[Items listed in a dataset]
-- Opening Marker --
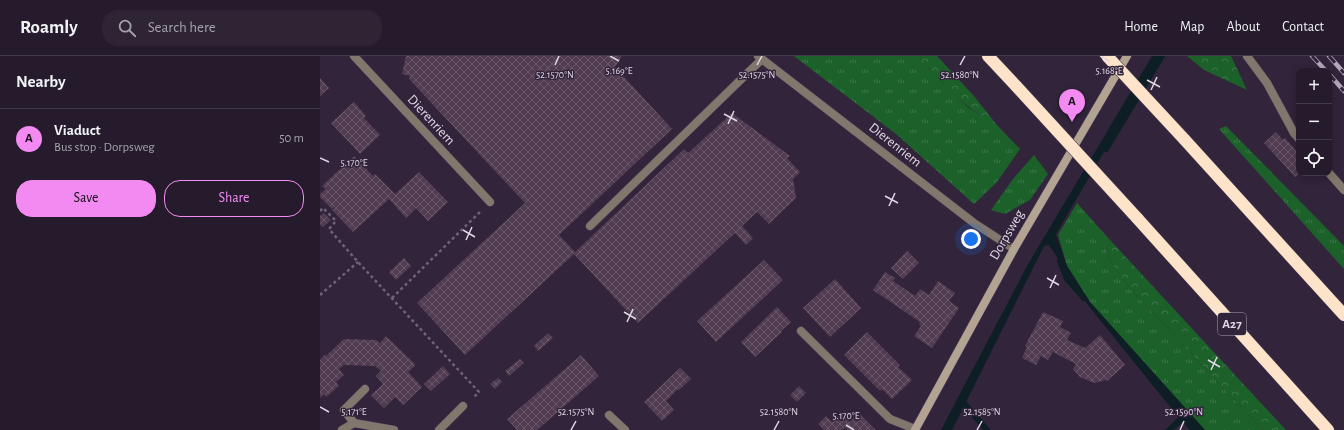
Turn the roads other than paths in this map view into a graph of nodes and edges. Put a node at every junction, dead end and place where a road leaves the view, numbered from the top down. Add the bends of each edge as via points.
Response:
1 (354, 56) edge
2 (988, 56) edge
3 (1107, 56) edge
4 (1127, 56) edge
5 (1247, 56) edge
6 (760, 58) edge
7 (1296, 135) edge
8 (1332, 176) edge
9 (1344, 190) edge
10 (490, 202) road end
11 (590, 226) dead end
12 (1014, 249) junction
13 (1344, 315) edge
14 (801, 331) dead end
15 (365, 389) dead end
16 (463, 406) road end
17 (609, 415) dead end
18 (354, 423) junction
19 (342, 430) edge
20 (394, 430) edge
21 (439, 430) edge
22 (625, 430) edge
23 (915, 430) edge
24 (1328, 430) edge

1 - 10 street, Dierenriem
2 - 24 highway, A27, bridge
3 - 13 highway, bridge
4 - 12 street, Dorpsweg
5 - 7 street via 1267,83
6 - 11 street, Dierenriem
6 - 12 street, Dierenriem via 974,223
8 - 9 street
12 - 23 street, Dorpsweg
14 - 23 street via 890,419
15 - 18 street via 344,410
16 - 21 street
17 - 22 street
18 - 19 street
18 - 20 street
-- Closing Marker --
PROBLEM TO SOLVE: From the first line to the last, give the data again exactly, but without pictures.

PROBLEM SOLUTION:
Turn the roads other than paths in this map view into a graph of nodes and edges. Put a node at every junction, dead end and place where a road leaves the view, numbered from the top down. Add the bends of each edge as via points.
Response:
1 (354, 56) edge
2 (988, 56) edge
3 (1107, 56) edge
4 (1127, 56) edge
5 (1247, 56) edge
6 (760, 58) edge
7 (1296, 135) edge
8 (1332, 176) edge
9 (1344, 190) edge
10 (490, 202) road end
11 (590, 226) dead end
12 (1014, 249) junction
13 (1344, 315) edge
14 (801, 331) dead end
15 (365, 389) dead end
16 (463, 406) road end
17 (609, 415) dead end
18 (354, 423) junction
19 (342, 430) edge
20 (394, 430) edge
21 (439, 430) edge
22 (625, 430) edge
23 (915, 430) edge
24 (1328, 430) edge

1 - 10 street, Dierenriem
2 - 24 highway, A27, bridge
3 - 13 highway, bridge
4 - 12 street, Dorpsweg
5 - 7 street via 1267,83
6 - 11 street, Dierenriem
6 - 12 street, Dierenriem via 974,223
8 - 9 street
12 - 23 street, Dorpsweg
14 - 23 street via 890,419
15 - 18 street via 344,410
16 - 21 street
17 - 22 street
18 - 19 street
18 - 20 street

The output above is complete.